Catholic Boy, a winner of the Grade 2 Remsen Stakes on the dirt at Aqueduct last Dec. 2, banged out his first Grade 1 victory.
“It’s the pinnacle. It’s one of those dreams you don’t really think about until it happens,” said Thomas, who also earned his first win in a Grade 1. “I’m happier for him because he’s a deserving Grade 1 winner.”
It was one of those taut finishes that had fans buzzing.
“That was a real thrill, seeing him come back like that,” Phil Devlin of Haddam, Conn., was overheard telling his friend, Jerry Wisneski.
“That was something you’ll always remember,” replied Wisneski, from East Berlin, Conn.

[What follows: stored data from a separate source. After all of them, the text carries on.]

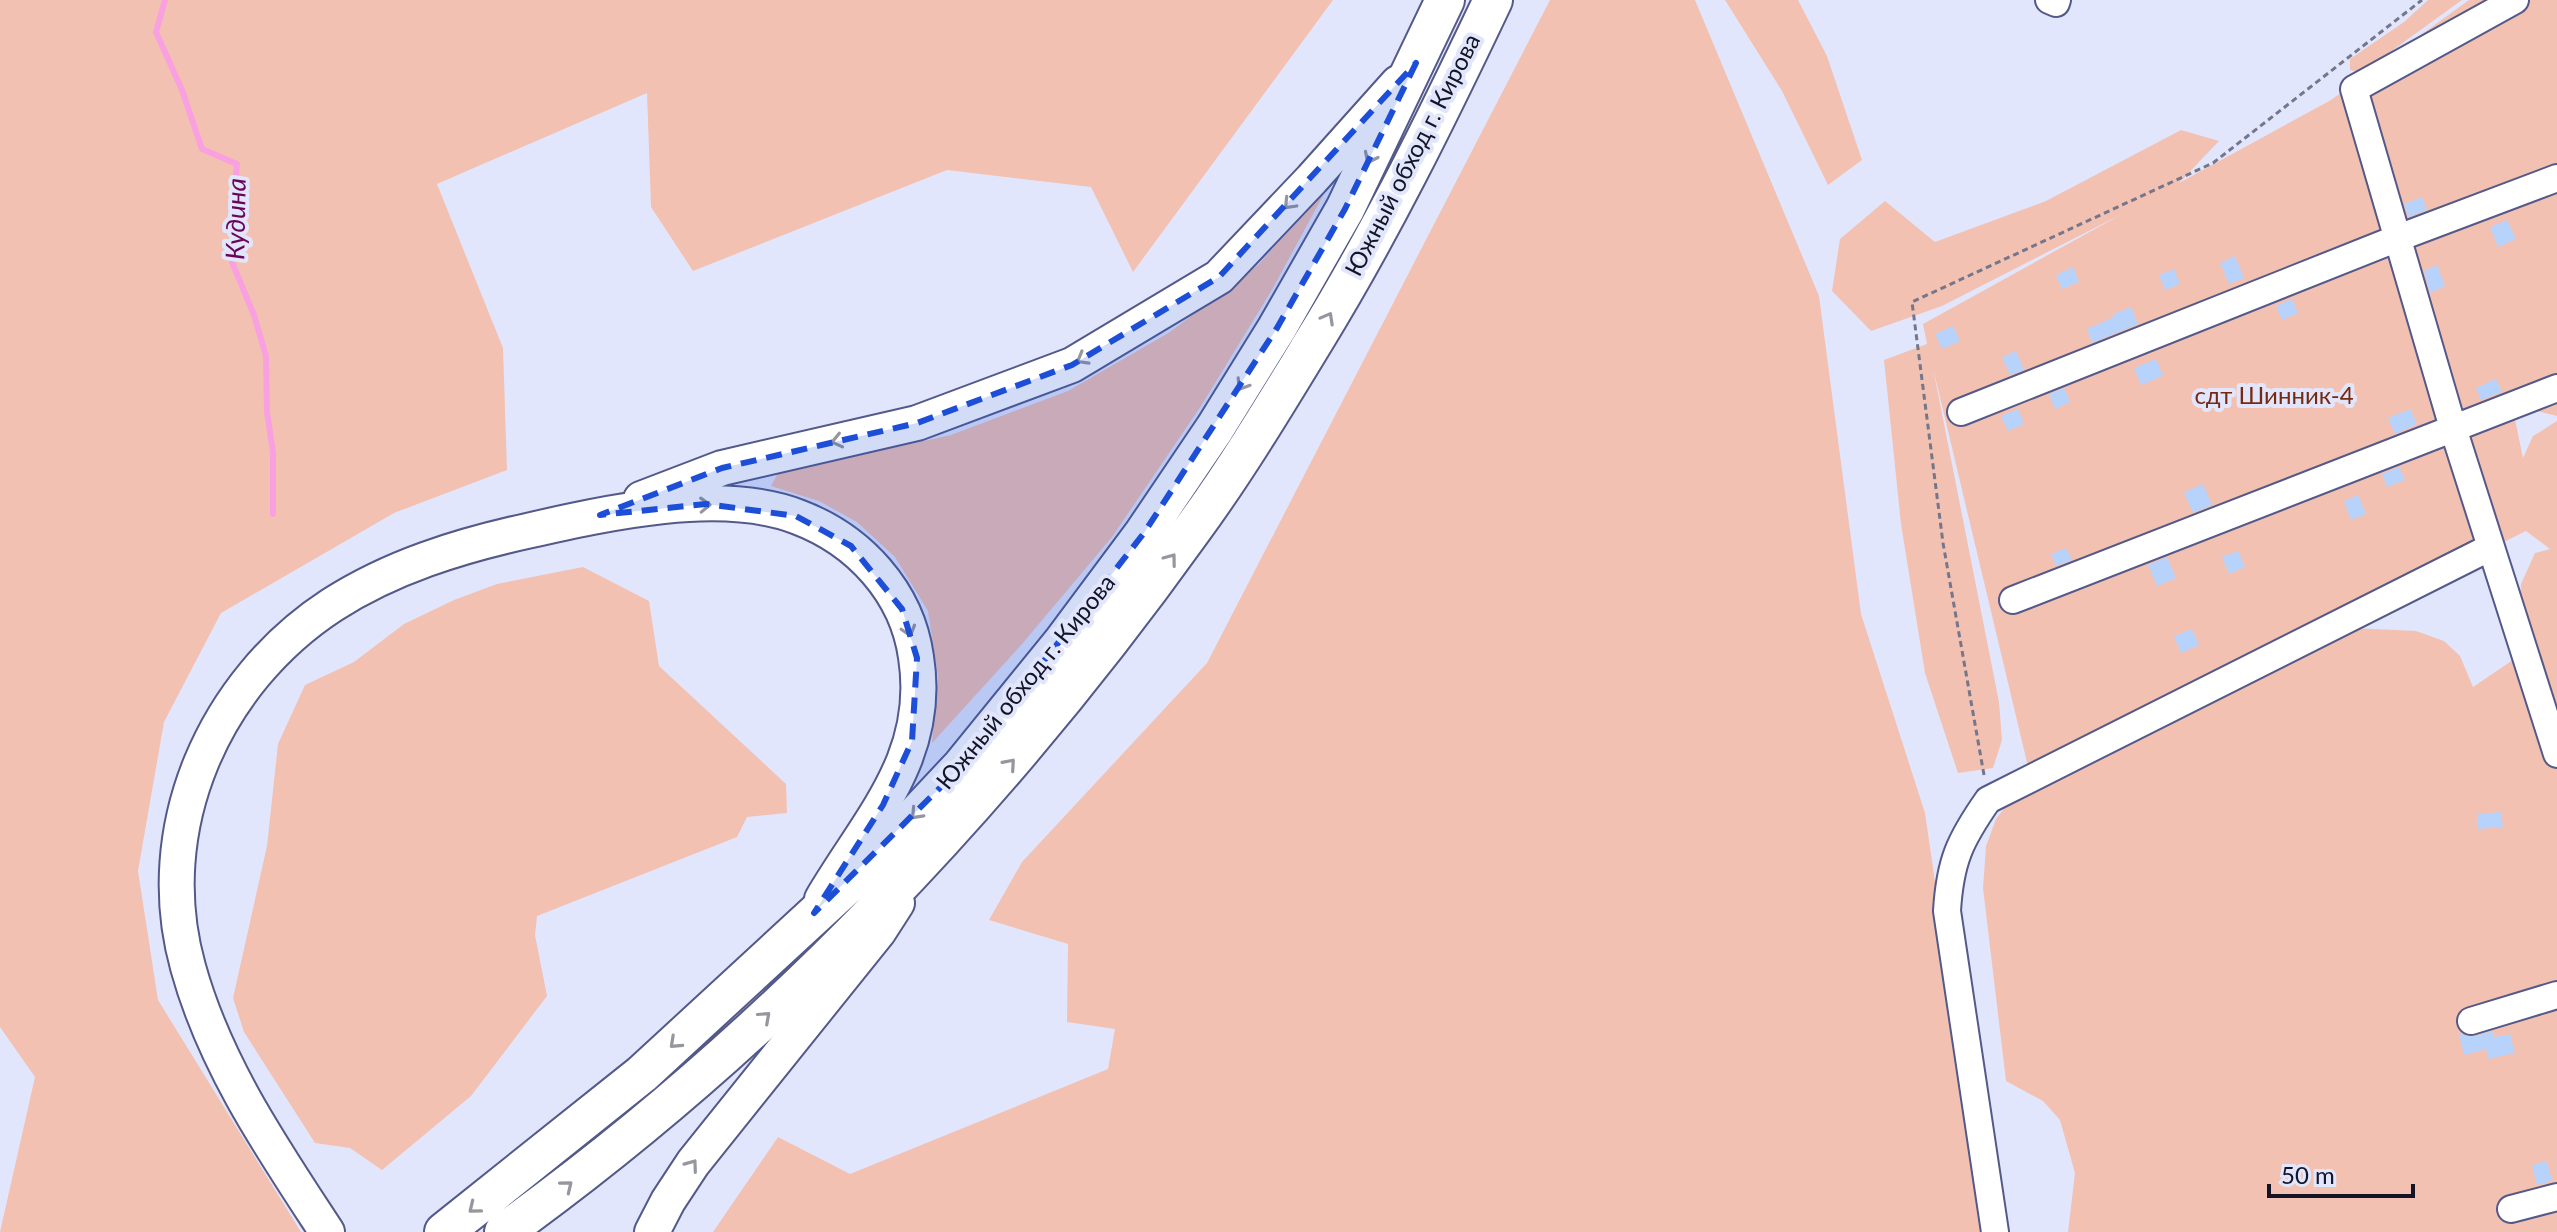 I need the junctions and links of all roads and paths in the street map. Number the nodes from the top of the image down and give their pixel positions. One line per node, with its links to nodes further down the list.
1 (1445, 0): 7 (highway, Южный обход г. Кирова)
2 (1493, 0): 18 (highway, Южный обход г. Кирова, one-way to 2)
3 (2049, 0): 4 (street)
4 (2057, 0)
5 (2422, 0): 17 (path)
6 (2515, 0): 9 (street)
7 (1416, 63): 13 (main road, one-way to 13); 19 (highway, Южный обход г. Кирова, one-way to 19)
8 (2557, 178): 9 (street)
9 (2398, 238): 11 (street); 12 (street)
10 (2557, 388): 12 (street)
11 (1961, 412)
12 (2453, 428): 14 (street); 15 (street)
13 (600, 515): 19 (main road, one-way to 19); 24 (main road)
14 (2491, 547): 16 (street); 17 (street)
15 (2013, 600)
16 (2557, 754)
17 (1988, 800): 28 (street)
18 (922, 864): 26 (highway, Южный обход г. Кирова, one-way to 18); 27 (main road, one-way to 18)
19 (814, 913): 25 (highway, Южный обход г. Кирова, one-way to 25)
20 (2557, 995): 21 (street)
21 (2471, 1021)
22 (2557, 1197): 23 (street)
23 (2511, 1209)
24 (327, 1232)
25 (444, 1232)
26 (504, 1232)
27 (652, 1232)
28 (1995, 1232)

When Thomas was asked what might he next for Catholic Boy, he artfully dodged the question. “A bath and dinner,” he responded.
Grade 2 Belmont Sprint Championship Stakes: Limousine Liberal, a dominant figure in Kentucky, showed that he could take his game on the road by gaining his first victory outside his home base. He staged a determined rally for Jose Ortiz and trainer Ben Colebrook to earn his ninth victory in 23 starts overall.
The Belmont Sprint is a Breeders’ Cup Challenge Series race, so Limousine Liberal’s win earned him an automatic starting spot in the Twinspires.com Breeders’ Cup Sprint in November.
Grade 1 Belmont Oaks Invitational Stakes: A swift seven-day turnaround from a third-place finish and arduous travel proved to be an unlikely but magical combination for European invader Athena, trained by Aidan O’Brien and ridden by Ryan Moore. She was a comfortable 2 ½-length winner against Thewayiam. “A mile and a quarter on hard ground is probably her trip,” said T.J. Comerford, a top assistant to O’Brien. “She can probably go a bit farther as well, but it’s great to get her going at a mile and a quarter. She can go a mile and a half in time.”
“I think this is his best race ever,” said winning trainer Rick Violette. “He beat some nice horses, withstood some serious pressure, fast fractions, and he obviously loves Belmont.”
“We would love to do the Whitney, but we’ll see how he comes back from this effort,” Violette said.
Grade 3 Dwyer Stakes: With all eyes on heavily-favored Mendelssohn, Firenze Fire pulled the upset by a whopping nine lengths for Irad Ortiz Jr. in his first start since he ran a distant 11th in the slop at the Kentucky Derby Presented by Woodford Reserve.
White-hot trainer Jason Servis said of winning the one-mile Dwyer, “That was great. I’ve been dying to cut him back [in distance], just dying.”
Seven Trumpets took second with Mendelssohn weakening to be third. Comerford viewed the race as a step forward since the dominant winner of the United Arab Emirates Derby faltered to be last of 20 in the Kentucky Derby.
“Aidan was very happy with him,” Comerford said after ending a phone conversation with O’Brien. “He thinks it was a great start since Kentucky, and he thinks we can build on it.”